◆ DATA SHOWN:
───
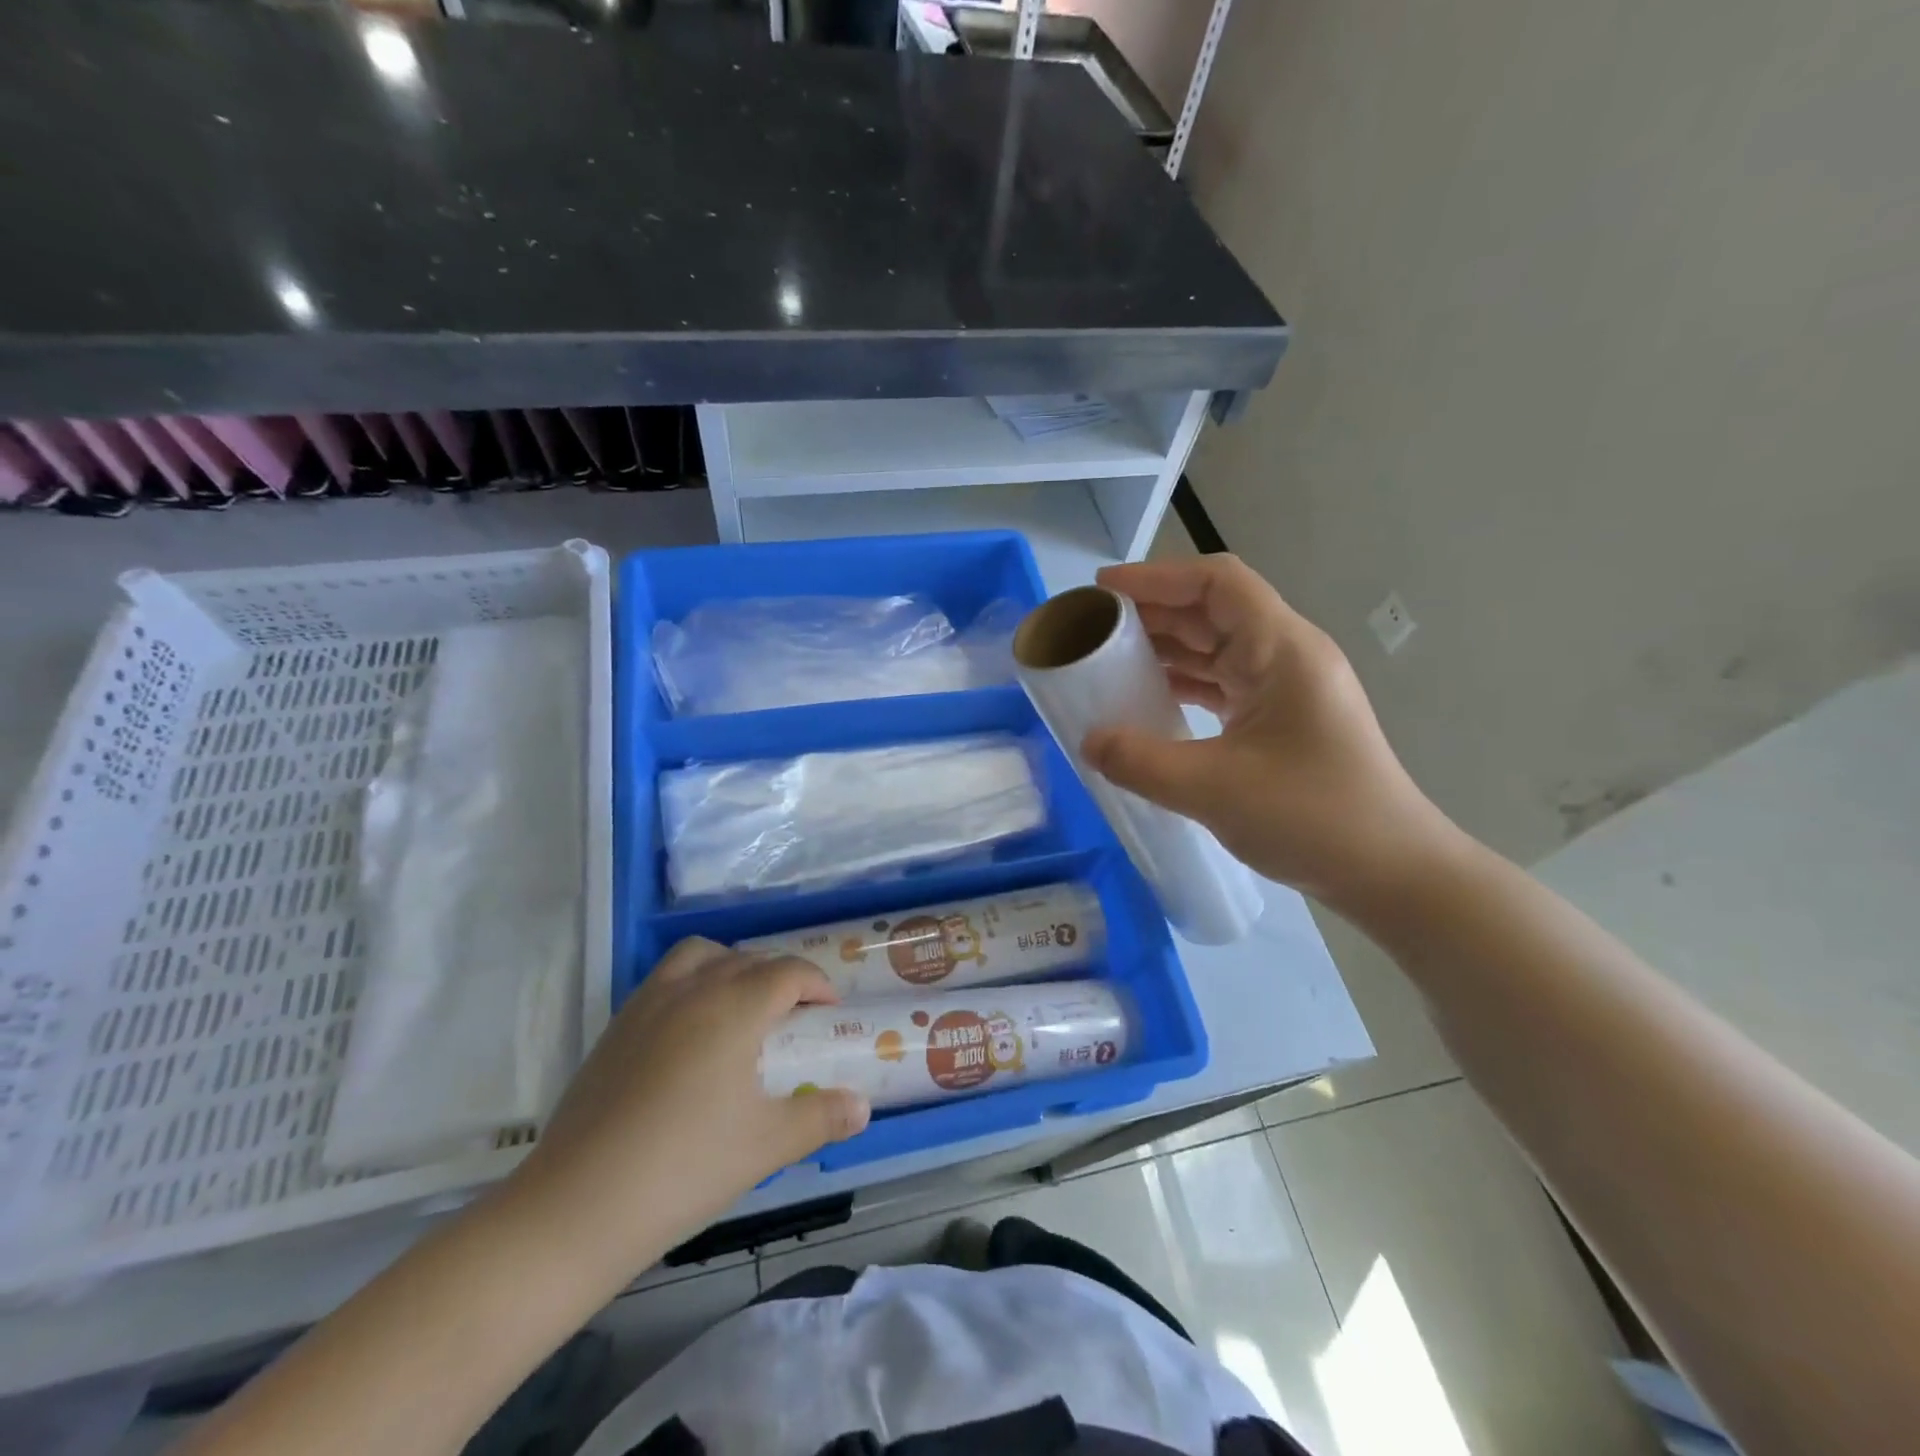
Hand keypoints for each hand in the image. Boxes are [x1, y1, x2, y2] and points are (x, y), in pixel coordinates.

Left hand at [501, 939, 869, 1278]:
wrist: (575, 1209)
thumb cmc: (684, 1169)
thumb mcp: (767, 1145)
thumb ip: (820, 1117)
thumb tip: (862, 1107)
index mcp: (734, 1007)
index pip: (788, 971)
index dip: (817, 983)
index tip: (830, 1011)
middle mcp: (692, 990)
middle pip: (748, 959)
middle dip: (780, 976)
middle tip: (794, 1017)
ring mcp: (647, 1004)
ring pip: (700, 956)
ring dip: (731, 966)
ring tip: (742, 1007)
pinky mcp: (616, 1028)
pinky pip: (665, 979)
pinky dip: (692, 983)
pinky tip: (692, 1034)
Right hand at [1081, 556, 1460, 912]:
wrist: (1389, 871)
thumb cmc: (1314, 818)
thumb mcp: (1215, 790)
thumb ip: (1141, 762)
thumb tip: (1088, 743)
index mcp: (1282, 651)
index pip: (1217, 584)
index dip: (1157, 576)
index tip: (1102, 590)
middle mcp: (1286, 657)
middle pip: (1212, 611)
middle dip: (1151, 613)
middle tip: (1092, 628)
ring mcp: (1285, 689)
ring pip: (1215, 649)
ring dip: (1163, 649)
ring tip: (1107, 660)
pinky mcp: (1280, 720)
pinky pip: (1222, 684)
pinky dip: (1181, 685)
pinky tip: (1145, 700)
───
◆ EXERCISE PROMPT: Print the listing word for word but skip its pictures.

◆ EXERCISE RESULT:
Hand keypoints for each hand in the image. Boxes are [x1, y1, x2, y2] and points are (x, y), in pixel coordinates.

Left hand at [501, 939, 869, 1278]:
wrist: (575, 1209)
thumb cmc: (684, 1169)
thumb mcp: (767, 1145)
thumb ip: (820, 1117)
thumb tip: (862, 1107)
index mcp: (734, 1007)
index pip: (788, 971)
index dip: (817, 983)
index tip: (830, 1011)
middle mcp: (692, 990)
middle pip: (748, 959)
middle dip: (780, 976)
middle tip: (794, 1017)
ring mcp: (647, 1004)
ring pip: (700, 956)
ring dip: (731, 966)
ring tip: (742, 1007)
pinky mcp: (616, 1028)
pinky pip: (665, 979)
pinky dip: (692, 983)
pinky tip: (692, 1034)
Right hand at [1081, 556, 1460, 912]:
wrist: (1389, 871)
thumb cmc: (1314, 818)
thumb mcp: (1215, 790)
thumb ip: (1141, 762)
thumb tip: (1088, 743)
index mcp: (1282, 651)
index pip: (1217, 584)
index dip: (1157, 576)
index tip: (1102, 590)
middle mcp: (1286, 657)
middle pip: (1212, 611)
middle dip: (1151, 613)
middle tip: (1092, 628)
ring mcp: (1285, 689)
ring pip: (1215, 649)
ring dip: (1163, 649)
ring tip: (1107, 660)
pinky mcp: (1280, 720)
pinky pip: (1222, 684)
pinky dip: (1181, 685)
pinky tip: (1145, 700)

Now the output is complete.